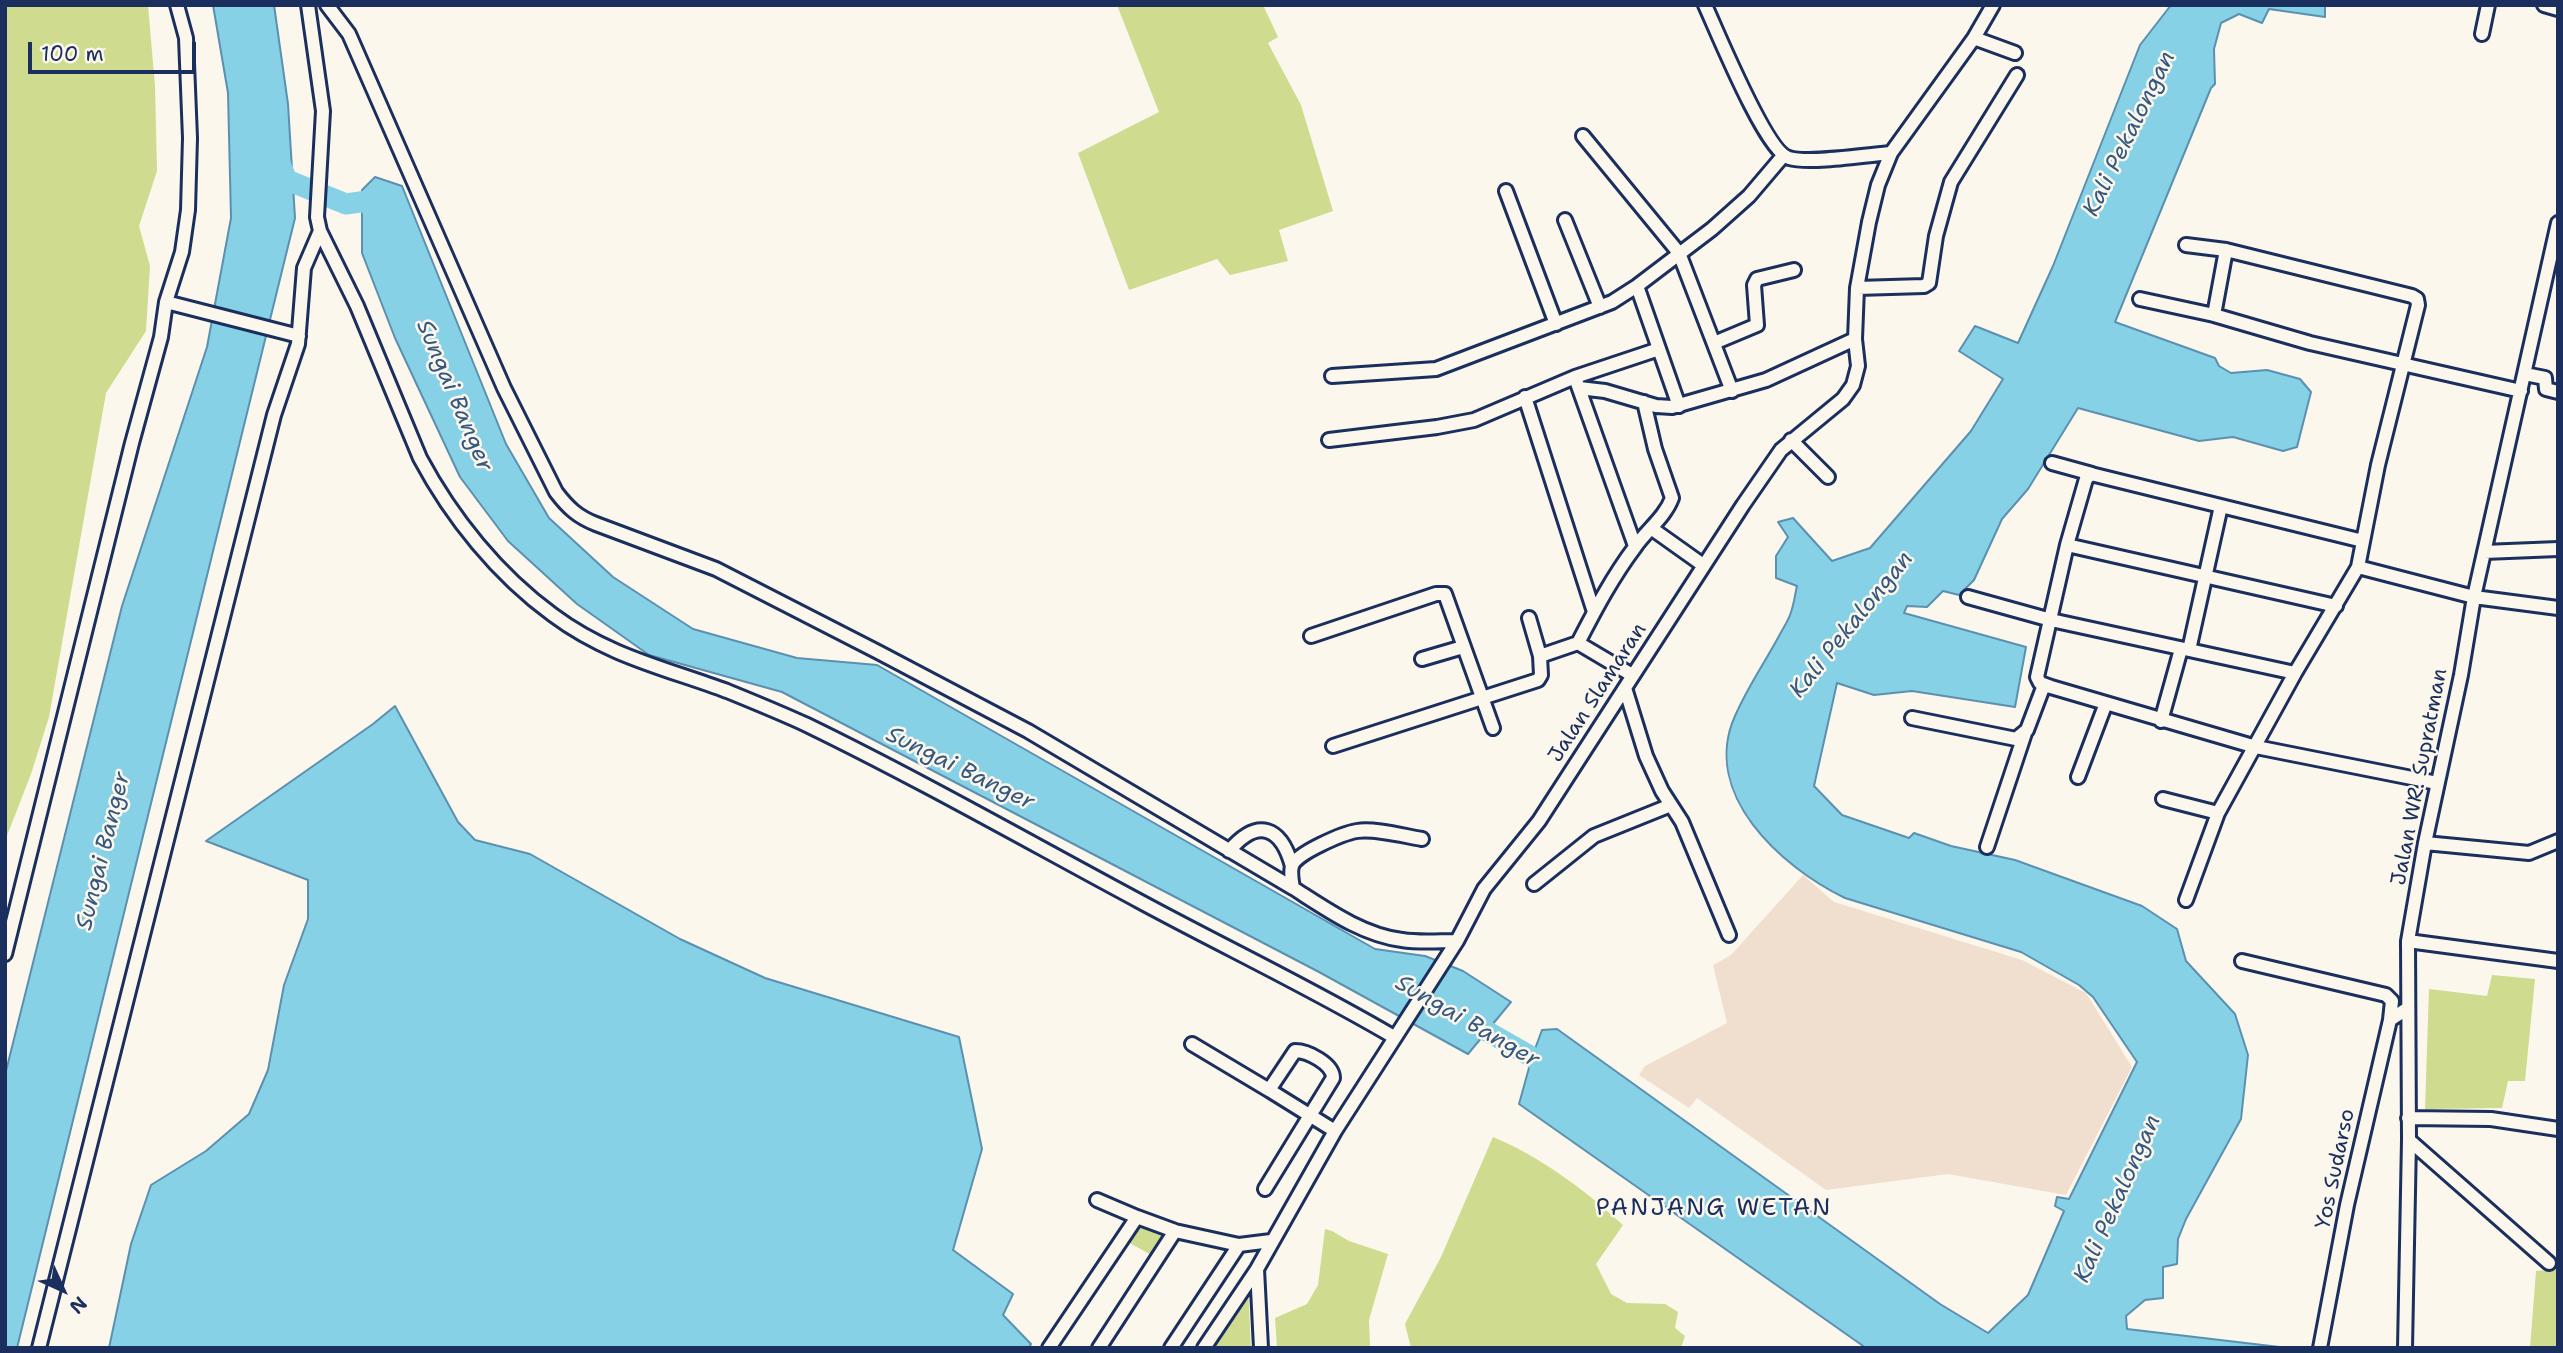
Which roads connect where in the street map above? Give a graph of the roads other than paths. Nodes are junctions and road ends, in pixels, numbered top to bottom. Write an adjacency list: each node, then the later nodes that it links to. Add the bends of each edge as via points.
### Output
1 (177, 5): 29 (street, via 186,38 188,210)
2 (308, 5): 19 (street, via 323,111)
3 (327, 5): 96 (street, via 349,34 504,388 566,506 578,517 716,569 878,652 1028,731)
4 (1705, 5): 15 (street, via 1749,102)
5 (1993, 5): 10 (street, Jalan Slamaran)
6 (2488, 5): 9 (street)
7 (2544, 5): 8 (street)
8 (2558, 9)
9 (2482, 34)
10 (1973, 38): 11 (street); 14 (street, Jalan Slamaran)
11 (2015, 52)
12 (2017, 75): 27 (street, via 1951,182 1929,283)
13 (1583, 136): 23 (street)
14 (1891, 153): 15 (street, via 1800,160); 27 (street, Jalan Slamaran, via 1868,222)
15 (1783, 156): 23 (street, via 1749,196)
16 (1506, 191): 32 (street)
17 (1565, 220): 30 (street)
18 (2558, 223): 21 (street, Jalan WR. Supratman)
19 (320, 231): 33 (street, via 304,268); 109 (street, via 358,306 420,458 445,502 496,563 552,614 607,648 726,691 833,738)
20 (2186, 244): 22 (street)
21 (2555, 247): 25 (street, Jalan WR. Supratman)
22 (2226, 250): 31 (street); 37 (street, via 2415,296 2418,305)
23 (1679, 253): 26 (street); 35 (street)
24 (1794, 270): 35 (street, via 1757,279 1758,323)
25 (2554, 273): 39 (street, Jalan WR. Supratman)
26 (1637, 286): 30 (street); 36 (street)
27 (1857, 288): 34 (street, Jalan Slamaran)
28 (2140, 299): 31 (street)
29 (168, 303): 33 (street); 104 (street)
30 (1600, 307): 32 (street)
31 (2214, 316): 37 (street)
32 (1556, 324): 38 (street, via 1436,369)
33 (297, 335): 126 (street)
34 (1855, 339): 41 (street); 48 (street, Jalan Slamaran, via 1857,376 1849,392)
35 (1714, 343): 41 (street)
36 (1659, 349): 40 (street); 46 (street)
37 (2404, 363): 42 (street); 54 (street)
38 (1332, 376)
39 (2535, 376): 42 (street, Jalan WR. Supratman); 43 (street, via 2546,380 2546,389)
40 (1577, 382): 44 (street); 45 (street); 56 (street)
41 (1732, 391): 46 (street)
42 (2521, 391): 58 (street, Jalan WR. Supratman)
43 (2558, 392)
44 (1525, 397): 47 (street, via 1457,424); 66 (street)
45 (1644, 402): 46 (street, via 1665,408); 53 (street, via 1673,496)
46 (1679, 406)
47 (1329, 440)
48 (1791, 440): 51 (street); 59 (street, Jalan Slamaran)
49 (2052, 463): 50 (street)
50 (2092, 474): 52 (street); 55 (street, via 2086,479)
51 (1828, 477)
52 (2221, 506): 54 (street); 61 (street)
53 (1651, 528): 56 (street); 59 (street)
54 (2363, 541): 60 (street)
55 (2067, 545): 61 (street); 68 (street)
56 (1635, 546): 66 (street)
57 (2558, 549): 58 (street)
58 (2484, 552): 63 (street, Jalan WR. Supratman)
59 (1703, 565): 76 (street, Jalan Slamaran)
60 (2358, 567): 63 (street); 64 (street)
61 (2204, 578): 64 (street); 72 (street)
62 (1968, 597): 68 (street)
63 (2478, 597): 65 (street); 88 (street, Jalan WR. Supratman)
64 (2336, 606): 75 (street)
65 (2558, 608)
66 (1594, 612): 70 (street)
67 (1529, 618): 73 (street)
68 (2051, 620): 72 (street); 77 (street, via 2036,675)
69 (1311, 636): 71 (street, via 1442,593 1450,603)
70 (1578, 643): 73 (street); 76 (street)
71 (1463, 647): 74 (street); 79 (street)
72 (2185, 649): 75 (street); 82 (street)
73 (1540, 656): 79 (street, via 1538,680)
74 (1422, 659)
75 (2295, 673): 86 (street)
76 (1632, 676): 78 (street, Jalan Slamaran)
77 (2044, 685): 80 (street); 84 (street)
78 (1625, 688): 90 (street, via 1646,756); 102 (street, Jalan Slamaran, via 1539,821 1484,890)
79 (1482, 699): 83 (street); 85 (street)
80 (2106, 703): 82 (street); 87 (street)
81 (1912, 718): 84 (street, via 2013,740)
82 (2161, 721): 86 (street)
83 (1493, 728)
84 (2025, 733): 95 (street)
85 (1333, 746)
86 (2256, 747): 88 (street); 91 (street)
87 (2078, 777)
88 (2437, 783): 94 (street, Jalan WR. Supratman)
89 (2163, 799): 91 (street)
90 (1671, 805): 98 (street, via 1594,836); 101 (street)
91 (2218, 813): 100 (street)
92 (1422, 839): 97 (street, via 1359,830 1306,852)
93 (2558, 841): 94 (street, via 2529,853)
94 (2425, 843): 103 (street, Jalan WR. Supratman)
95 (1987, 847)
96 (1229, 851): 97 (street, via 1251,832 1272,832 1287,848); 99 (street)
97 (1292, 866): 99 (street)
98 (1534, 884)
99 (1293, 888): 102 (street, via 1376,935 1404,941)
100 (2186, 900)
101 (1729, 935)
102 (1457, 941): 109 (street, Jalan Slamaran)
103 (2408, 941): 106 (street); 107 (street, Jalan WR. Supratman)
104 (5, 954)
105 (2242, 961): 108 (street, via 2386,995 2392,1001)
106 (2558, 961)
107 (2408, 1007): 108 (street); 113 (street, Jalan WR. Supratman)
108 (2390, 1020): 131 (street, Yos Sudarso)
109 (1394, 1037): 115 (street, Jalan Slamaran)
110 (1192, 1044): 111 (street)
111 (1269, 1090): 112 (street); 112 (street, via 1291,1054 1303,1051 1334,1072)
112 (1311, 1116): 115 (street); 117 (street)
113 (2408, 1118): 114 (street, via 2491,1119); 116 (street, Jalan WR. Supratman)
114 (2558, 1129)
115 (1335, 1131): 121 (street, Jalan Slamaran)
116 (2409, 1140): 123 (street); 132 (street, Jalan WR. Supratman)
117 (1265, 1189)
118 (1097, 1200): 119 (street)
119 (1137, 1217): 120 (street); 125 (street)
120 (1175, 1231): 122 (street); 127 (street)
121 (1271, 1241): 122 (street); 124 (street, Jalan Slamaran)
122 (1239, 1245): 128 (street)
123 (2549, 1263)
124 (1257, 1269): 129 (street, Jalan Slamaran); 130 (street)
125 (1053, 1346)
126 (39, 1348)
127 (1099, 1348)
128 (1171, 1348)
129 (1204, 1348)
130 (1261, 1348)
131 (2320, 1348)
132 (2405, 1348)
####
When the listing is transcribed, every line must match the original exactly, and the pictures must be left out.

Which roads connect where in the street map above? Give a graph of the roads other than paths. Nodes are junctions and road ends, in pixels, numbered top to bottom. Write an adjacency list: each node, then the later nodes that it links to. Add the bends of each edge as via points.
### Output
1 (177, 5): 29 (street, via 186,38 188,210)
2 (308, 5): 19 (street, via 323,111)
3 (327, 5): 96 (street, via 349,34 504,388 566,506 578,517 716,569 878,652 1028,731)
4 (1705, 5): 15 (street, via 1749,102)
5 (1993, 5): 10 (street, Jalan Slamaran)
6 (2488, 5): 9 (street)
7 (2544, 5): 8 (street)
8 (2558, 9)
9 (2482, 34)
10 (1973, 38): 11 (street); 14 (street, Jalan Slamaran)
11 (2015, 52)
12 (2017, 75): 27 (street, via 1951,182 1929,283)
13 (1583, 136): 23 (street)
14 (1891, 153): 15 (street, via 1800,160); 27 (street, Jalan Slamaran, via 1868,222)
15 (1783, 156): 23 (street, via 1749,196)
16 (1506, 191): 32 (street)
17 (1565, 220): 30 (street)
18 (2558, 223): 21 (street, Jalan WR. Supratman)
19 (320, 231): 33 (street, via 304,268); 109 (street, via 358,306 420,458 445,502 496,563 552,614 607,648 726,691 833,738)
20 (2186, 244): 22 (street)
21 (2555, 247): 25 (street, Jalan WR. Supratman)
22 (2226, 250): 31 (street); 37 (street, via 2415,296 2418,305)
23 (1679, 253): 26 (street); 35 (street)
24 (1794, 270): 35 (street, via 1757,279 1758,323)
25 (2554, 273): 39 (street, Jalan WR. Supratman)
26 (1637, 286): 30 (street); 36 (street)
27 (1857, 288): 34 (street, Jalan Slamaran)
28 (2140, 299): 31 (street)
29 (168, 303): 33 (street); 104 (street)
30 (1600, 307): 32 (street)
31 (2214, 316): 37 (street)
32 (1556, 324): 38 (street, via 1436,369)
33 (297, 335): 126 (street)
34 (1855, 339): 41 (street); 48 (street, Jalan Slamaran, via 1857,376 1849,392)
35 (1714, 343): 41 (street)
36 (1659, 349): 40 (street); 46 (street)
37 (2404, 363): 42 (street); 54 (street)
38 (1332, 376)
39 (2535, 376): 42 (street, Jalan WR. Supratman); 43 (street, via 2546,380 2546,389)
40 (1577, 382): 44 (street); 45 (street); 56 (street)
41 (1732, 391): 46 (street)
42 (2521, 391): 58 (street, Jalan WR. Supratman)
43 (2558, 392)
44 (1525, 397): 47 (street, via 1457,424); 66 (street)
45 (1644, 402): 46 (street, via 1665,408); 53 (street, via 1673,496)
46 (1679, 406)
47 (1329, 440)
48 (1791, 440): 51 (street); 59 (street, Jalan Slamaran)
49 (2052, 463): 50 (street)
50 (2092, 474): 52 (street); 55 (street, via 2086,479)
51 (1828, 477)
52 (2221, 506): 54 (street); 61 (street)
53 (1651, 528): 56 (street); 59 (street)
54 (2363, 541): 60 (street)
55 (2067, 545): 61 (street); 68 (street)
56 (1635, 546): 66 (street)
57 (2558, 549): 58 (street)
58 (2484, 552): 63 (street, Jalan WR. Supratman)
59 (1703, 565): 76 (street, Jalan Slamaran)
60 (2358, 567): 63 (street); 64 (street)
61 (2204, 578): 64 (street); 72 (street)
62 (1968, 597): 68 (street)
63 (2478, 597): 65 (street); 88 (street, Jalan WR. Supratman)
64 (2336, 606): 75 (street)
65 (2558, 608)
66 (1594, 612): 70 (street)
67 (1529, 618): 73 (street)
68 (2051, 620): 72 (street); 77 (street, via 2036,675)
69 (1311, 636): 71 (street, via 1442,593 1450,603)
70 (1578, 643): 73 (street); 76 (street)
71 (1463, 647): 74 (street); 79 (street)
72 (2185, 649): 75 (street); 82 (street)
73 (1540, 656): 79 (street, via 1538,680)
74 (1422, 659)
75 (2295, 673): 86 (street)
76 (1632, 676): 78 (street, Jalan Slamaran)
77 (2044, 685): 80 (street); 84 (street)
78 (1625, 688): 90 (street, via 1646,756); 102 (street, Jalan Slamaran, via 1539,821 1484,890)
79 (1482, 699): 83 (street); 85 (street)
80 (2106, 703): 82 (street); 87 (street)
81 (1912, 718): 84 (street, via 2013,740)
82 (2161, 721): 86 (street)
83 (1493, 728)
84 (2025, 733): 95 (street)
85 (1333, 746)
86 (2256, 747): 88 (street); 91 (street)
87 (2078, 777)
88 (2437, 783): 94 (street, Jalan WR. Supratman)
89 (2163, 799): 91 (street)
90 (1671, 805): 98 (street, via 1594,836); 101 (street)
91 (2218, 813): 100 (street)
92 (1422, 839): 97 (street, via 1359,830 1306,852)
93 (2558, 841): 94 (street, via 2529,853)
94 (2425, 843): 103 (street, Jalan WR. Supratman)
95 (1987, 847)
96 (1229, 851): 97 (street, via 1251,832 1272,832 1287,848); 99 (street)
97 (1292, 866): 99 (street)
98 (1534, 884)
99 (1293, 888): 102 (street, via 1376,935 1404,941)
100 (2186, 900)
101 (1729, 935)
102 (1457, 941): 109 (street, Jalan Slamaran)
103 (2408, 941): 106 (street); 107 (street, Jalan WR. Supratman)
104 (5, 954)
105 (2242, 961): 108 (street, via 2386,995 2392,1001)
106 (2558, 961)
107 (2408, 1007): 108 (street); 113 (street, Jalan WR. Supratman)
108 (2390, 1020): 131 (street, Yos Sudarso)
109 (1394, 1037): 115 (street, Jalan Slamaran)
110 (1192, 1044): 111 (street)
111 (1269, 1090): 112 (street); 112 (street, via 1291,1054 1303,1051 1334,1072)
112 (1311, 1116): 115 (street); 117 (street)
113 (2408, 1118): 114 (street, via 2491,1119); 116 (street, Jalan WR. Supratman)
114 (2558, 1129)
115 (1335, 1131): 121 (street, Jalan Slamaran)
116 (2409, 1140): 123 (street); 132 (street, Jalan WR. Supratman)
117 (1265, 1189)
118 (1097, 1200): 119 (street)
119 (1137, 1217): 120 (street); 125 (street)
120 (1175, 1231): 122 (street); 127 (street)
121 (1271, 1241): 122 (street); 124 (street, Jalan Slamaran)
122 (1239, 1245): 128 (street)
123 (2549, 1263)
124 (1257, 1269): 129 (street, Jalan Slamaran); 130 (street)
125 (1053, 1346)
126 (39, 1348)
127 (1099, 1348)
128 (1171, 1348)
129 (1204, 1348)
130 (1261, 1348)
131 (2320, 1348)
132 (2405, 1348)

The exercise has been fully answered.